In 1886 Mendeleev turned his attention to agricultural productivity, earning him the reputation of being the founder of Russian agrochemistry. At the request of the Ministry of State Property, Mendeleev examined in 1888 the possibilities of organizing a coal-mining industry in the Donets Basin (Donbas). And in 1899, despite age and infirmity, he traveled to the Urals to investigate the stagnation of the iron industry. In his The Urals Iron Industry in 1899 he concluded the problem lay with the monopolistic practices of the owners.

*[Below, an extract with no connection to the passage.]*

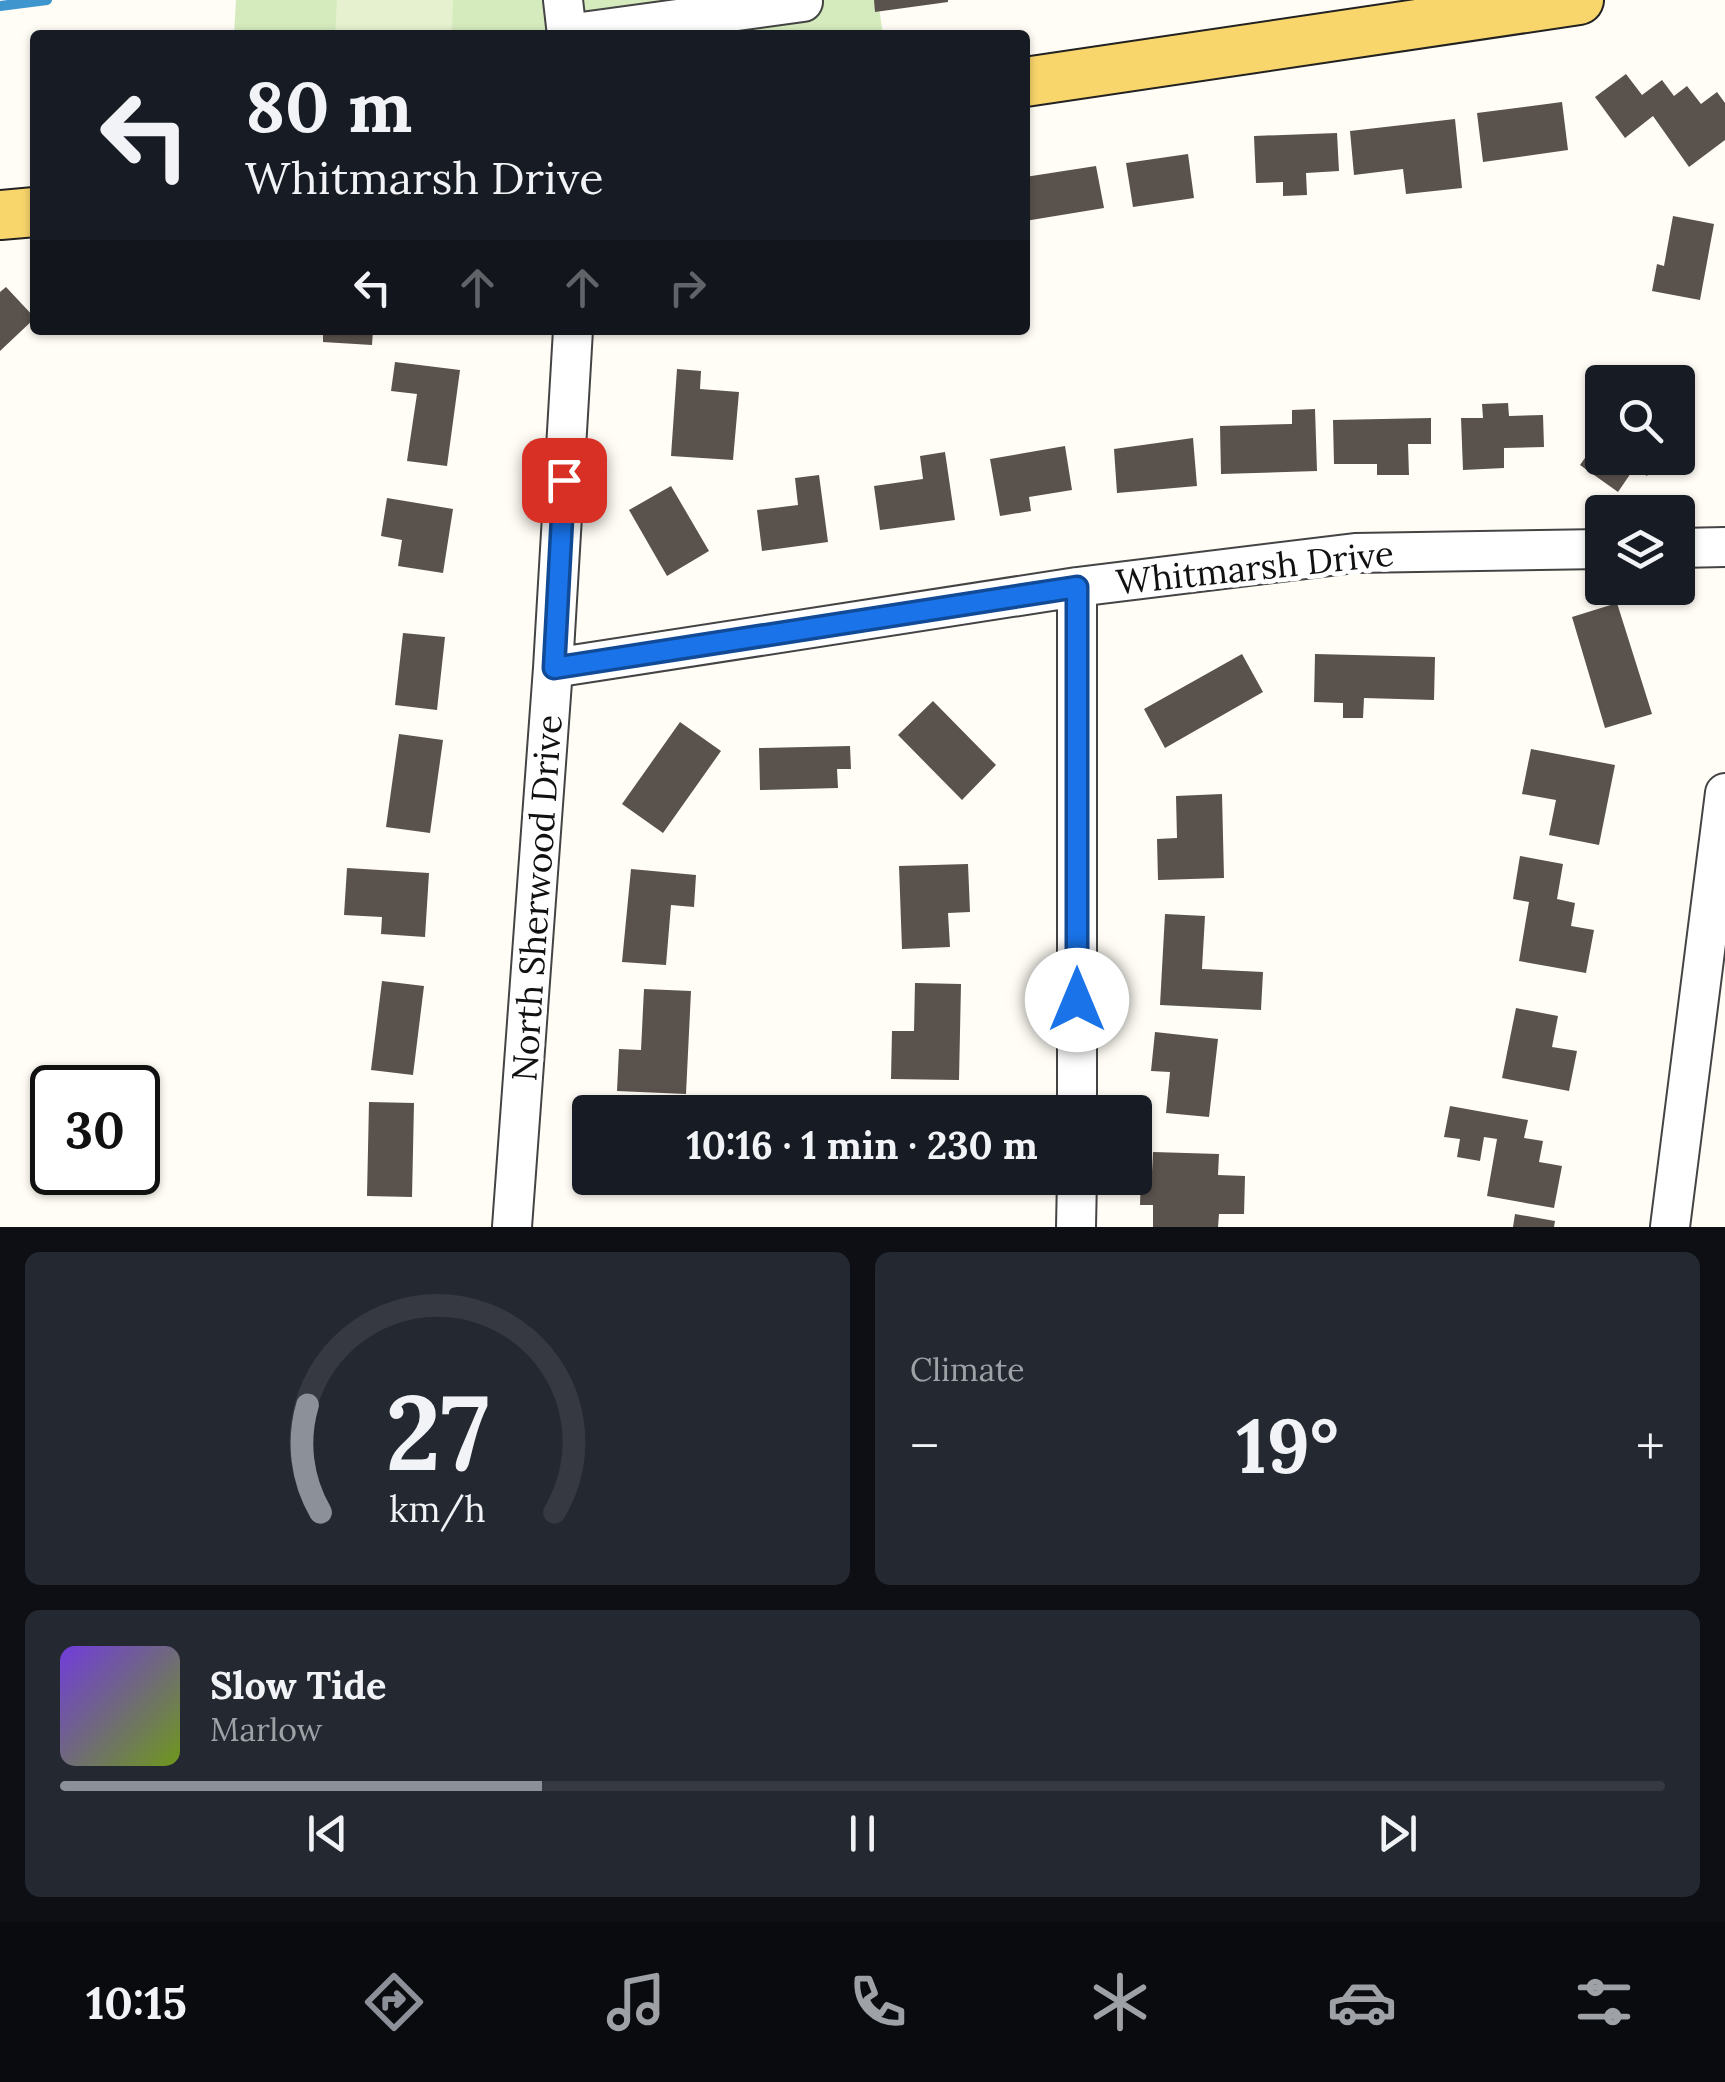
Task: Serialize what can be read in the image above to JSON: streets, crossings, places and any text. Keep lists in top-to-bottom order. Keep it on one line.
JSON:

While looking into the properties of rarefied gases under varying pressures, Mendeleev designed a differential barometer that could determine precisely the height above sea level. He became fascinated with the problem of studying the upper strata of the atmosphere, and he even went so far as to plan a hermetically sealed gondola that could carry a human observer or automatic recording equipment. On Aug. 7, 1887, Mendeleev had the opportunity to make an ascent in a government balloon for the purpose of observing a solar eclipse. Inasmuch as the balloon lacked the power to lift Mendeleev and his experienced balloonist, Mendeleev bodily ejected the balloonist and carried out a solo flight, rising to an altitude of 11,000 feet and landing two hours later after covering 150 miles. Just before his death, Mendeleev was contemplating a journey to the North Pole by balloon.

In 1890 Mendeleev resigned from the University of St. Petersburg. Soon thereafter he worked for the Admiralty and Ministry of War. In 1892 he was appointed treasurer of the Chamber of Standard Weights and Measures, later becoming its chief. In 1899 he introduced the metric system into Russia.

Mendeleev saw in science a valuable tool for remaking and modernizing Russia. He saw Russia gaining respectability in the community of nations through scientific activity benefiting mankind. And he saw in science the essential ingredient of the educated mind. However, he rejected science as a panacea for society's ills, believing that science must be complemented by religious and artistic sources of knowledge.

During his last years, Mendeleev defended his atomistic view of matter to the point of denouncing the modern ideas of physics of the divisibility of the atom and the transmutability of the chemical elements. One of these transmuted elements, the 101st in the periodic table, is named mendelevium. Mendeleev died on Jan. 20, 1907.